[[ Data, beginning ]]
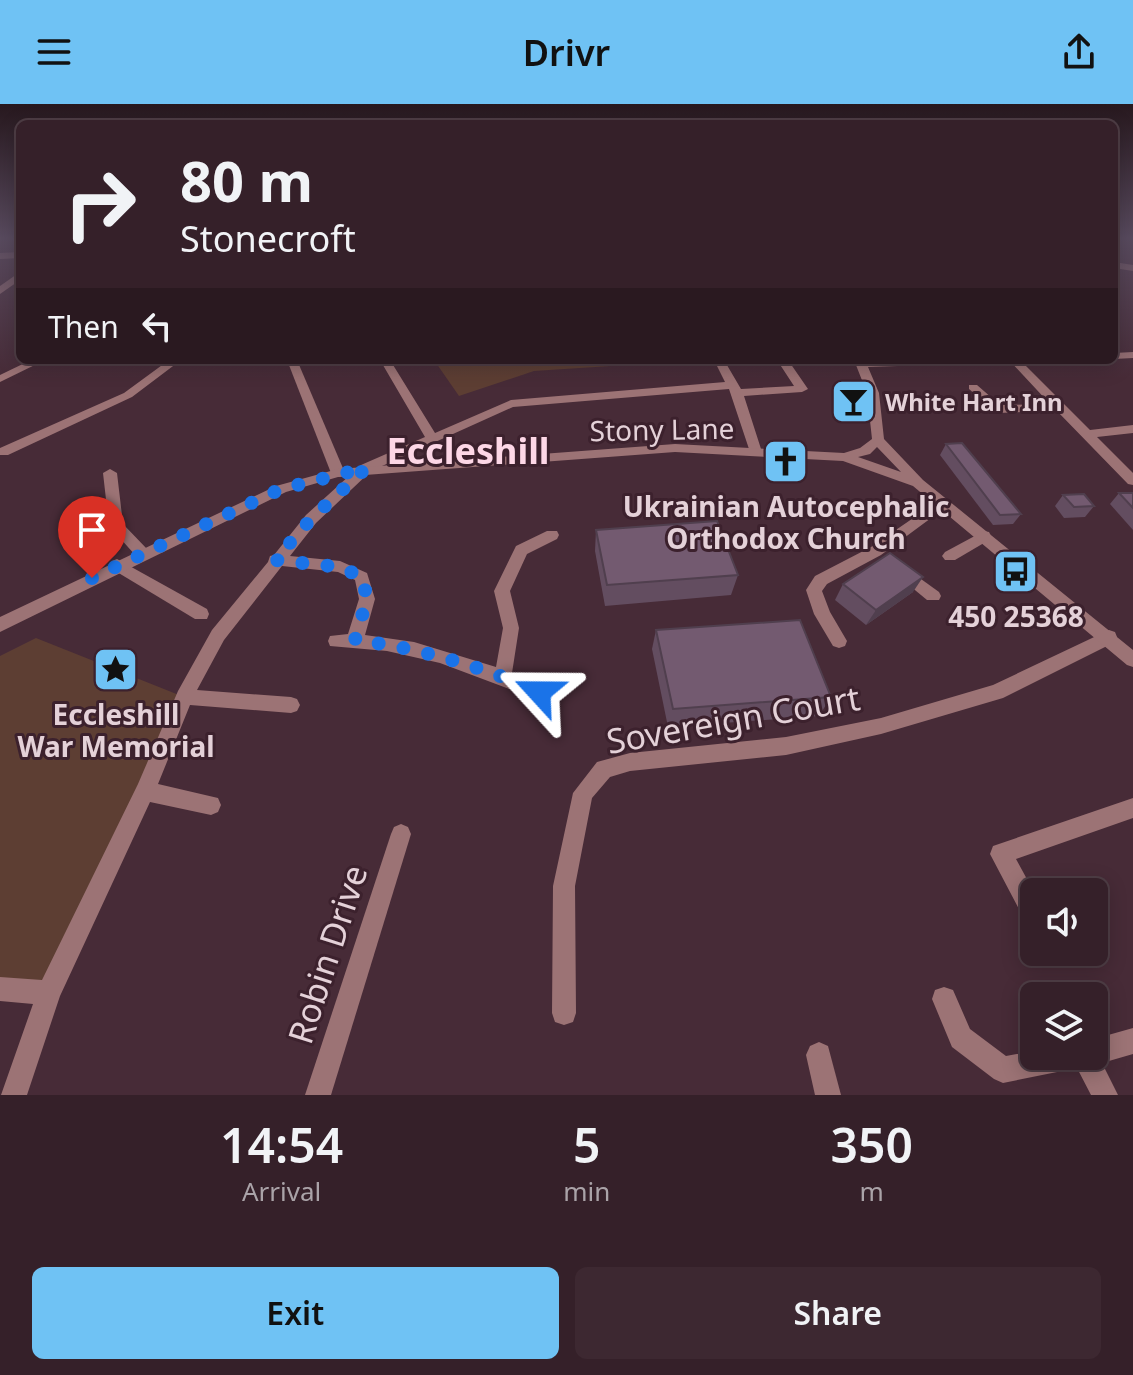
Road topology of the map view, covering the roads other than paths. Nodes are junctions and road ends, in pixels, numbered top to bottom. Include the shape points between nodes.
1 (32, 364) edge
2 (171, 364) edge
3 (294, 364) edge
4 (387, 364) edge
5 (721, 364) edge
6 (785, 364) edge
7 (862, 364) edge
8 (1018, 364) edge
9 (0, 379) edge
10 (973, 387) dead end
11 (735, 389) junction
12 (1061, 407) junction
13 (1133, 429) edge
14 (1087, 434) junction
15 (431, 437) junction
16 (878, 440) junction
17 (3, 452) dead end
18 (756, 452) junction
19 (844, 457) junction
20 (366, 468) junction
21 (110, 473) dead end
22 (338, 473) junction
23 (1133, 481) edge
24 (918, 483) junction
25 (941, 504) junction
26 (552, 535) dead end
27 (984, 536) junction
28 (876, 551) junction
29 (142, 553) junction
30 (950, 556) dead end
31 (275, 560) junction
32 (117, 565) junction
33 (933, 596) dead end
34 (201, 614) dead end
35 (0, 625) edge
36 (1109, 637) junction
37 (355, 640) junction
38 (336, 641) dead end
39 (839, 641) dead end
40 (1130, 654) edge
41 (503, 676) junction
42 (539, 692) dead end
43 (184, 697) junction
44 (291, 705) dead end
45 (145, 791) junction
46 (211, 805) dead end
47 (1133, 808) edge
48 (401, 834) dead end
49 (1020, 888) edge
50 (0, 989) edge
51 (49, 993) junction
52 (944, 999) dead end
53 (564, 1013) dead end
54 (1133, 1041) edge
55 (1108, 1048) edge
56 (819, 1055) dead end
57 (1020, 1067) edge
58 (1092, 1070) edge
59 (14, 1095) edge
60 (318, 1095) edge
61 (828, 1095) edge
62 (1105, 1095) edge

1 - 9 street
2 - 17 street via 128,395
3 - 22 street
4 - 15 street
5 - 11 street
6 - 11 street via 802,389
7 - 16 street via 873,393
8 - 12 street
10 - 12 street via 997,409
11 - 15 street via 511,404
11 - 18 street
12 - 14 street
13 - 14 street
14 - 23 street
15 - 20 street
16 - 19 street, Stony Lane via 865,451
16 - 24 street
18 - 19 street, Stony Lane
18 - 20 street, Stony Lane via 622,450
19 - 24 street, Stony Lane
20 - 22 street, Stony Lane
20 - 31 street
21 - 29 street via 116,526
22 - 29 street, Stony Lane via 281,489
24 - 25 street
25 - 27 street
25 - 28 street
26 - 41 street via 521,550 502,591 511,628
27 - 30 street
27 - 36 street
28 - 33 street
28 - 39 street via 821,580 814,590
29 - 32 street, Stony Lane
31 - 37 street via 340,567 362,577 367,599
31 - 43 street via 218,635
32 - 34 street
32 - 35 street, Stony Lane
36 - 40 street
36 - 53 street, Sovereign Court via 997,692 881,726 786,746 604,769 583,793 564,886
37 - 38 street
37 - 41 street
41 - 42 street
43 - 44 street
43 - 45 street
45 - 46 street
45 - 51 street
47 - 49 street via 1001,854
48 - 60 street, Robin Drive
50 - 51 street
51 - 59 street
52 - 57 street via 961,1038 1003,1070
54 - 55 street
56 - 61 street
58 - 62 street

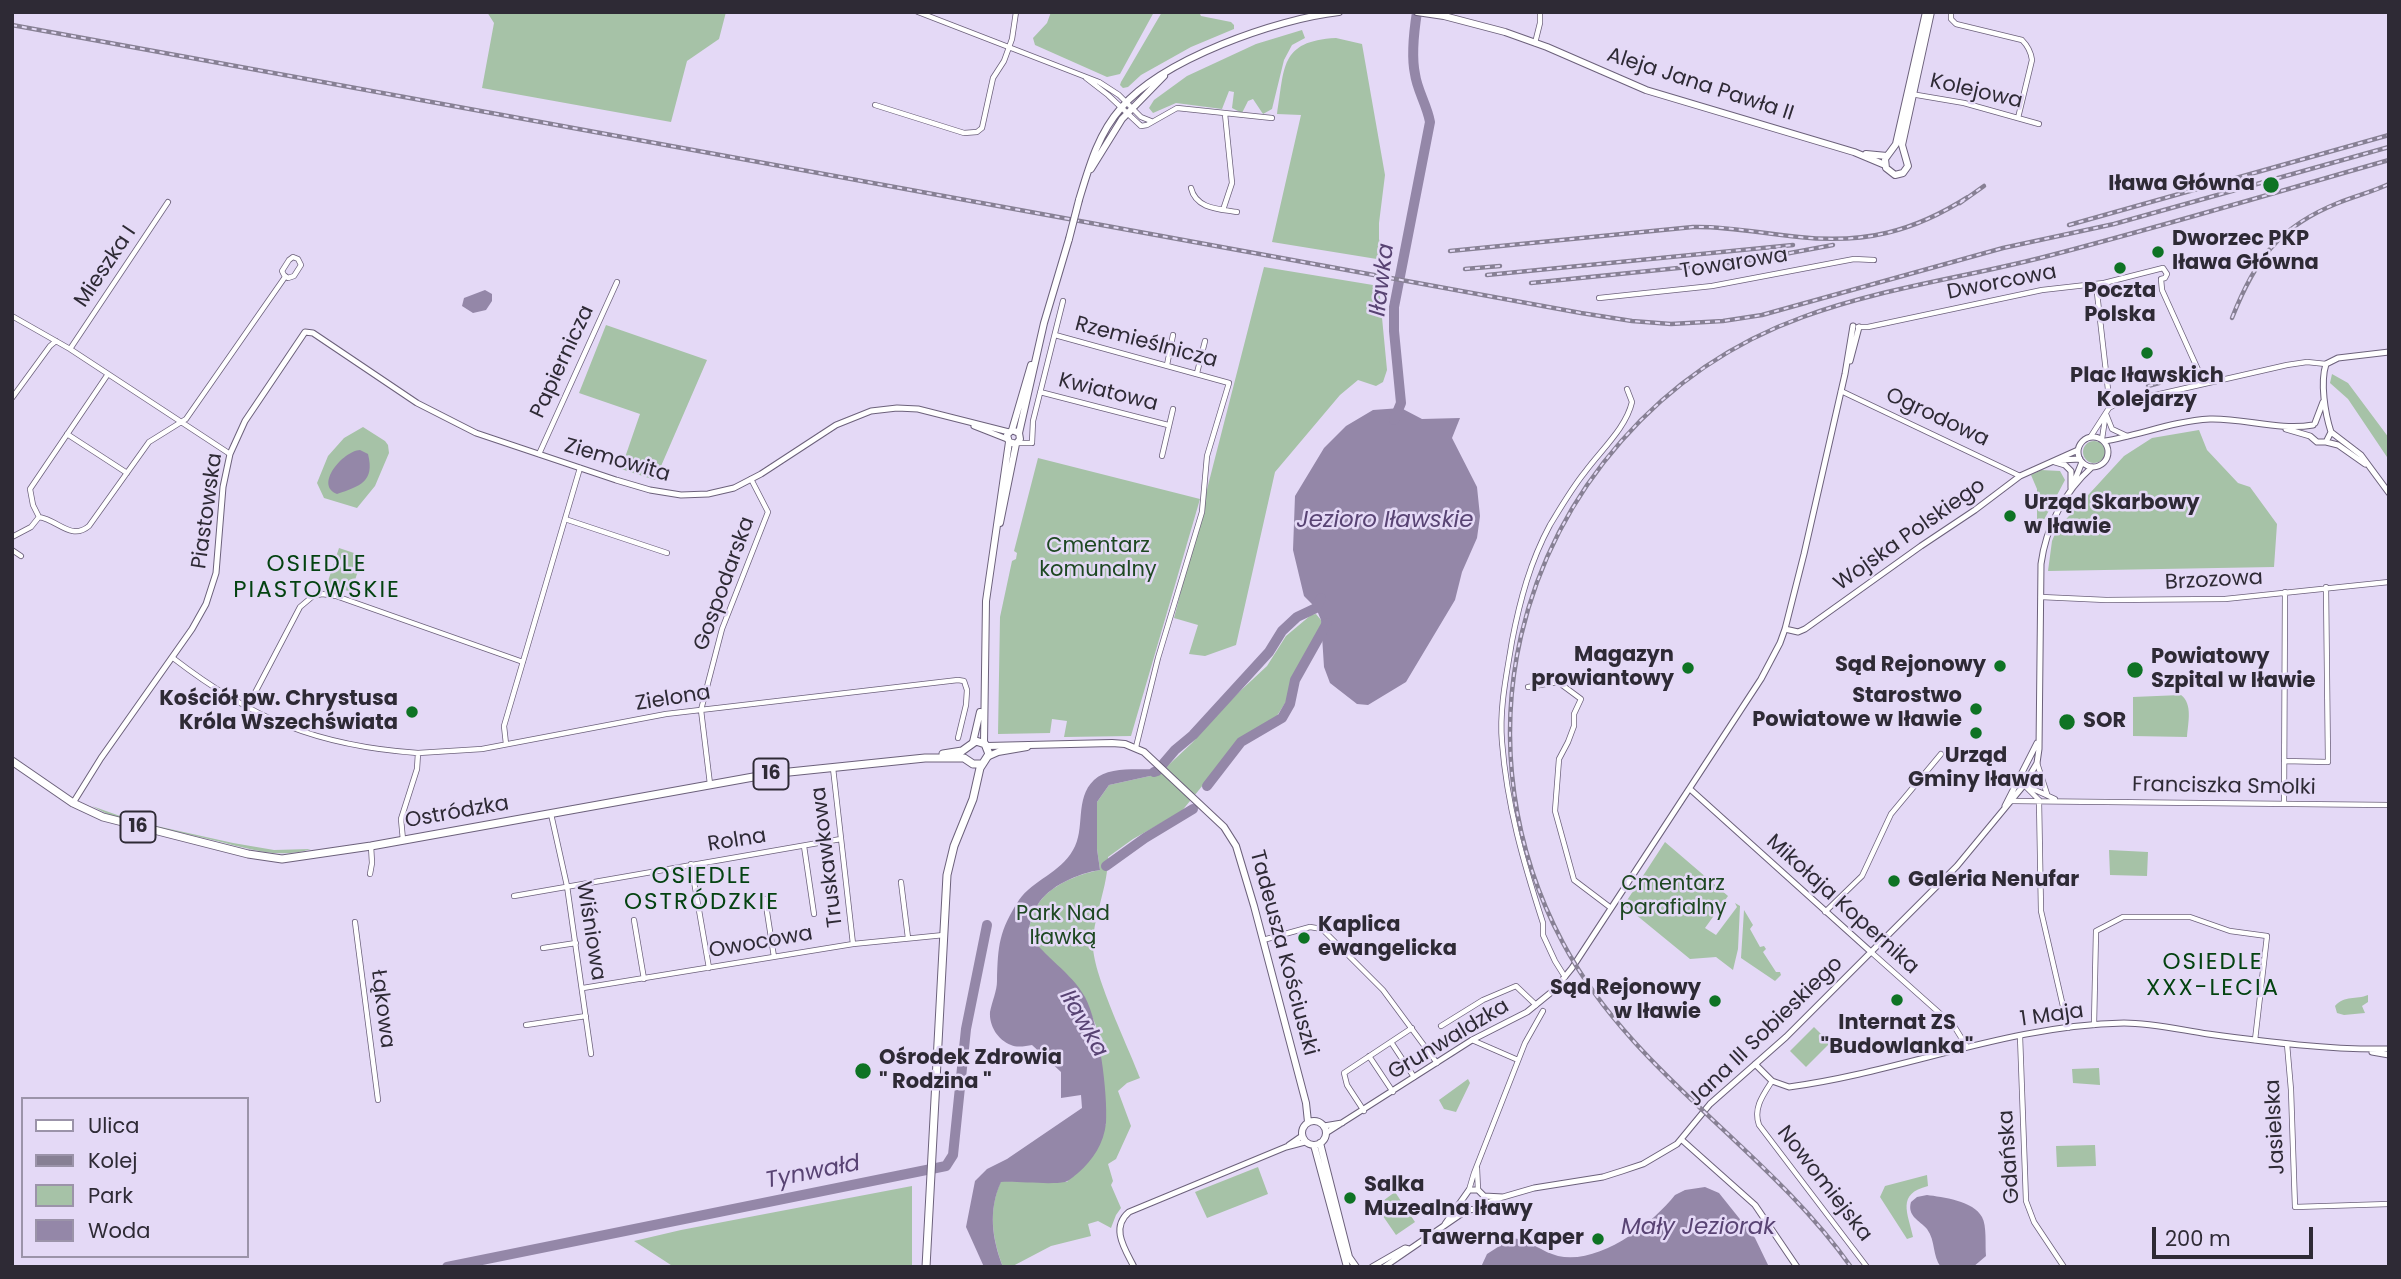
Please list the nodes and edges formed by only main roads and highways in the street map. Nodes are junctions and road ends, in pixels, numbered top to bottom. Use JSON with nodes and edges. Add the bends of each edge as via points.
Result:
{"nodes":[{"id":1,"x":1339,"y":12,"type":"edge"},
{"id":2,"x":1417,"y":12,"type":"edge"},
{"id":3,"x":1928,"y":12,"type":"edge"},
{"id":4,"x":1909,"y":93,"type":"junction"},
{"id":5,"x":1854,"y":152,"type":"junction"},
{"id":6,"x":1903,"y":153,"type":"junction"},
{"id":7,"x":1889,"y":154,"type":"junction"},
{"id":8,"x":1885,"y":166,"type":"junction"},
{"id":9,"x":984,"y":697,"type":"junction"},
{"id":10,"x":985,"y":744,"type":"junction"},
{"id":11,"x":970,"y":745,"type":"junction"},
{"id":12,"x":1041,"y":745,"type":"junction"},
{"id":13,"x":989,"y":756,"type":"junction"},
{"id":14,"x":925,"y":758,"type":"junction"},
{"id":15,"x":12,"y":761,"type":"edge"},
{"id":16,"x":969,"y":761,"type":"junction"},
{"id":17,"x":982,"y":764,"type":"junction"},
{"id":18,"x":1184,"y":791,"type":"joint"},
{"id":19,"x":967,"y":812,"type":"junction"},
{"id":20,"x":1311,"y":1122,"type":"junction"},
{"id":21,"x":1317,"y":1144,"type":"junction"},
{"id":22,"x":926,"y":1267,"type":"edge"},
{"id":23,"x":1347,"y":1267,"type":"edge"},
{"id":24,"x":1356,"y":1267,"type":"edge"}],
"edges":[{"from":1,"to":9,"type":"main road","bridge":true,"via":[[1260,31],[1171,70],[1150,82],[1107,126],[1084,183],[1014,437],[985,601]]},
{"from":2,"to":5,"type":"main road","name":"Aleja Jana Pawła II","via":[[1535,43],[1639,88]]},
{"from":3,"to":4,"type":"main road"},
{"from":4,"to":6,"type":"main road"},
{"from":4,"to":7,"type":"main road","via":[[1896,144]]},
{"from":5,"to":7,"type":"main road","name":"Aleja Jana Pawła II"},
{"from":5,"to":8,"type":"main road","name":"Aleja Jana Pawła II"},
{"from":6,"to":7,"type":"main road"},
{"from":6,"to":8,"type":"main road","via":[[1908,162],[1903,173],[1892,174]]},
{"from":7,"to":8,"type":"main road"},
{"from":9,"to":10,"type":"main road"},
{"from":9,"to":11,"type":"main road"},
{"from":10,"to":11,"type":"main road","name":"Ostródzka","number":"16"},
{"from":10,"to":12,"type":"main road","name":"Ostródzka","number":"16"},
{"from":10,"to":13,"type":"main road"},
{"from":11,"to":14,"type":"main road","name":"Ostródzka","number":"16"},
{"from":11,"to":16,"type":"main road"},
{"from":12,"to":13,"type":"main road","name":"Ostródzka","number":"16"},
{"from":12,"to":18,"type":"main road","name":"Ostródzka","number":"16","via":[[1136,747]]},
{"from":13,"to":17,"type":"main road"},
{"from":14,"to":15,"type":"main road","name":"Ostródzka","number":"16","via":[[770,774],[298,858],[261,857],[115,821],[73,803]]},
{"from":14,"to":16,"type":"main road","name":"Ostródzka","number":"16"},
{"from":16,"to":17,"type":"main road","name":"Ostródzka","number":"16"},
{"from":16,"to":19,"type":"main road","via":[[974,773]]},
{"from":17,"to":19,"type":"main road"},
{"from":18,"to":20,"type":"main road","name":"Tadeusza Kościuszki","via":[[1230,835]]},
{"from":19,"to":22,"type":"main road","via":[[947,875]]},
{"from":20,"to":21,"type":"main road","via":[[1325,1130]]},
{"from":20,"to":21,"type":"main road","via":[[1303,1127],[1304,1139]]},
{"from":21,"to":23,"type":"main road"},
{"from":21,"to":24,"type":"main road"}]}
[[ Data, end ]]
> **Directions for this task**
Return every entry word for word, but drop any pictures.

> **Answer to this exercise**
Road topology of the map view, covering the roads other than paths. Nodes are junctions and road ends, in pixels, numbered top to bottom. Include the shape points between nodes.
1 (32, 364) edge
2 (171, 364) edge
3 (294, 364) edge
4 (387, 364) edge
5 (721, 364) edge
6 (785, 364) edge
7 (862, 364) edge
8 (1018, 364) edge
9 (0, 379) edge
10 (973, 387) dead end
11 (735, 389) junction
12 (1061, 407) junction
13 (1133, 429) edge
14 (1087, 434) junction
15 (431, 437) junction
16 (878, 440) junction
17 (3, 452) dead end
18 (756, 452) junction
19 (844, 457) junction
20 (366, 468) junction
21 (110, 473) dead end
22 (338, 473) junction
23 (1133, 481) edge
24 (918, 483) junction
25 (941, 504) junction
26 (552, 535) dead end
27 (984, 536) junction
28 (876, 551) junction
29 (142, 553) junction
30 (950, 556) dead end
31 (275, 560) junction
32 (117, 565) junction
33 (933, 596) dead end
34 (201, 614) dead end
35 (0, 625) edge
36 (1109, 637) junction
37 (355, 640) junction
38 (336, 641) dead end
39 (839, 641) dead end
40 (1130, 654) edge
41 (503, 676) junction
42 (539, 692) dead end
43 (184, 697) junction
44 (291, 705) dead end
45 (145, 791) junction
46 (211, 805) dead end
47 (1133, 808) edge
48 (401, 834) dead end
49 (1020, 888) edge
50 (0, 989) edge
51 (49, 993) junction
52 (944, 999) dead end
53 (564, 1013) dead end
54 (1133, 1041) edge
55 (1108, 1048) edge
56 (819, 1055) dead end
57 (1020, 1067) edge
58 (1092, 1070) edge
59 (14, 1095) edge
60 (318, 1095) edge
61 (828, 1095) edge
62 (1105, 1095) edge

1 - 9 street
2 - 17 street via 128,395
3 - 22 street
4 - 15 street
5 - 11 street
6 - 11 street via 802,389
7 - 16 street via 873,393
8 - 12 street
10 - 12 street via 997,409
11 - 15 street via 511,404
11 - 18 street
12 - 14 street
13 - 14 street
14 - 23 street
15 - 20 street
16 - 19 street, Stony Lane via 865,451
16 - 24 street
18 - 19 street, Stony Lane
18 - 20 street, Stony Lane via 622,450
19 - 24 street, Stony Lane
20 - 22 street, Stony Lane
20 - 31 street
21 - 29 street via 116,526
22 - 29 street, Stony Lane via 281,489
24 - 25 street
25 - 27 street
25 - 28 street
26 - 41 street via 521,550 502,591 511,628
27 - 30 street
27 - 36 street
28 - 33 street
28 - 39 street via 821,580 814,590
29 - 32 street, Stony Lane
31 - 37 street via 340,567 362,577 367,599
31 - 43 street via 218,635
32 - 34 street
32 - 35 street, Stony Lane
36 - 40 street
36 - 53 street, Sovereign Court via 997,692 881,726 786,746 604,769 583,793 564,886
37 - 38 street
37 - 41 street
41 - 42 street
43 - 44 street
43 - 45 street
45 - 46 street
45 - 51 street
47 - 49 street via 1001,854
48 - 60 street, Robin Drive
50 - 51 street
51 - 59 street
52 - 57 street via 961,1038 1003,1070
54 - 55 street
56 - 61 street
58 - 62 street

Please list the nodes and edges formed by only main roads and highways in the street map. Nodes are junctions and road ends, in pixels, numbered top to bottom. Use JSON with nodes and edges. Add the bends of each edge as via points.
Result:
{"nodes":[{"id":1,"x":1339,"y":12,"type":"edge"},
{"id":2,"x":1417,"y":12,"type":"edge"},
{"id":3,"x":1928,"y":12,"type":"edge"},
{"id":4,"x":1909,"y":93,"type":"junction"},
{"id":5,"x":1854,"y":152,"type":"junction"},
{"id":6,"x":1903,"y":153,"type":"junction"},
{"id":7,"x":1889,"y":154,"type":"junction"},
{"id":8,"x":1885,"y":166,"type":"junction"},
{"id":9,"x":984,"y":697,"type":"junction"},
{"id":10,"x":985,"y":744,"type":"junction"},
{"id":11,"x":970,"y":745,"type":"junction"},
{"id":12,"x":1041,"y":745,"type":"junction"},
{"id":13,"x":989,"y":756,"type":"junction"},
{"id":14,"x":925,"y":758,"type":"junction"},
{"id":15,"x":12,"y":761,"type":"edge"},
{"id":16,"x":969,"y":761,"type":"junction"},
{"id":17,"x":982,"y":764,"type":"junction"},
{"id":18,"x":1184,"y":791,"type":"joint"},
{"id":19,"x":967,"y":812,"type":"junction"},
{"id":20,"x":1311,"y":1122,"type":"junction"},
{"id":21,"x":1317,"y":1144,"type":"junction"},
{"id":22,"x":926,"y":1267,"type":"edge"},
{"id":23,"x":1347,"y":1267,"type":"edge"},
{"id":24,"x":1356,"y":1267,"type":"edge"}],
"edges":[{"from":1,"to":9,"type":"main road","bridge":true,"via":[[1260,31],[1171,70],[1150,82],[1107,126],[1084,183],[1014,437],[985,601]]},
{"from":2,"to":5,"type":"main road","name":"Aleja Jana Pawła II","via":[[1535,43],[1639,88]]},
{"from":3,"to":4,"type":"main road"},
{"from":4,"to":6,"type":"main road"},
{"from":4,"to":7,"type":"main road","via":[[1896,144]]},
{"from":5,"to":7,"type":"main road","name":"Aleja Jana Pawła II"},
{"from":5,"to":8,"type":"main road","name":"Aleja Jana Pawła II"},
{"from":6,"to":7,"type":"main road"},
{"from":6,"to":8,"type":"main road","via":[[1908,162],[1903,173],[1892,174]]},
{"from":7,"to":8,"type":"main road"},
{"from":9,"to":10,"type":"main road"},
{"from":9,"to":11,"type":"main road"},
{"from":10,"to":11,"type":"main road","name":"Ostródzka","number":"16"},
{"from":10,"to":12,"type":"main road","name":"Ostródzka","number":"16"},
{"from":10,"to":13,"type":"main road"},
{"from":11,"to":14,"type":"main road","name":"Ostródzka","number":"16"},
{"from":11,"to":16,"type":"main road"},
{"from":12,"to":13,"type":"main road","name":"Ostródzka","number":"16"},
{"from":12,"to":18,"type":"main road","name":"Ostródzka","number":"16","via":[[1136,747]]},
{"from":13,"to":17,"type":"main road"},
{"from":14,"to":15,"type":"main road","name":"Ostródzka","number":"16","via":[[770,774],[298,858],[261,857],[115,821],[73,803]]},
{"from":14,"to":16,"type":"main road","name":"Ostródzka","number":"16"},
{"from":16,"to":17,"type":"main road","name":"Ostródzka","number":"16"},
{"from":16,"to":19,"type":"main road","via":[[974,773]]},
{"from":17,"to":19,"type":"main road"},
{"from":18,"to":20,"type":"main road","name":"Tadeusza Kościuszki","via":[[1230,835]]},
{"from":19,"to":22,"type":"main road","via":[[947,875]]},
{"from":20,"to":21,"type":"main road","via":[[1325,1130]]},
{"from":20,"to":21,"type":"main road","via":[[1303,1127],[1304,1139]]},
{"from":21,"to":23,"type":"main road"},
{"from":21,"to":24,"type":"main road"}]}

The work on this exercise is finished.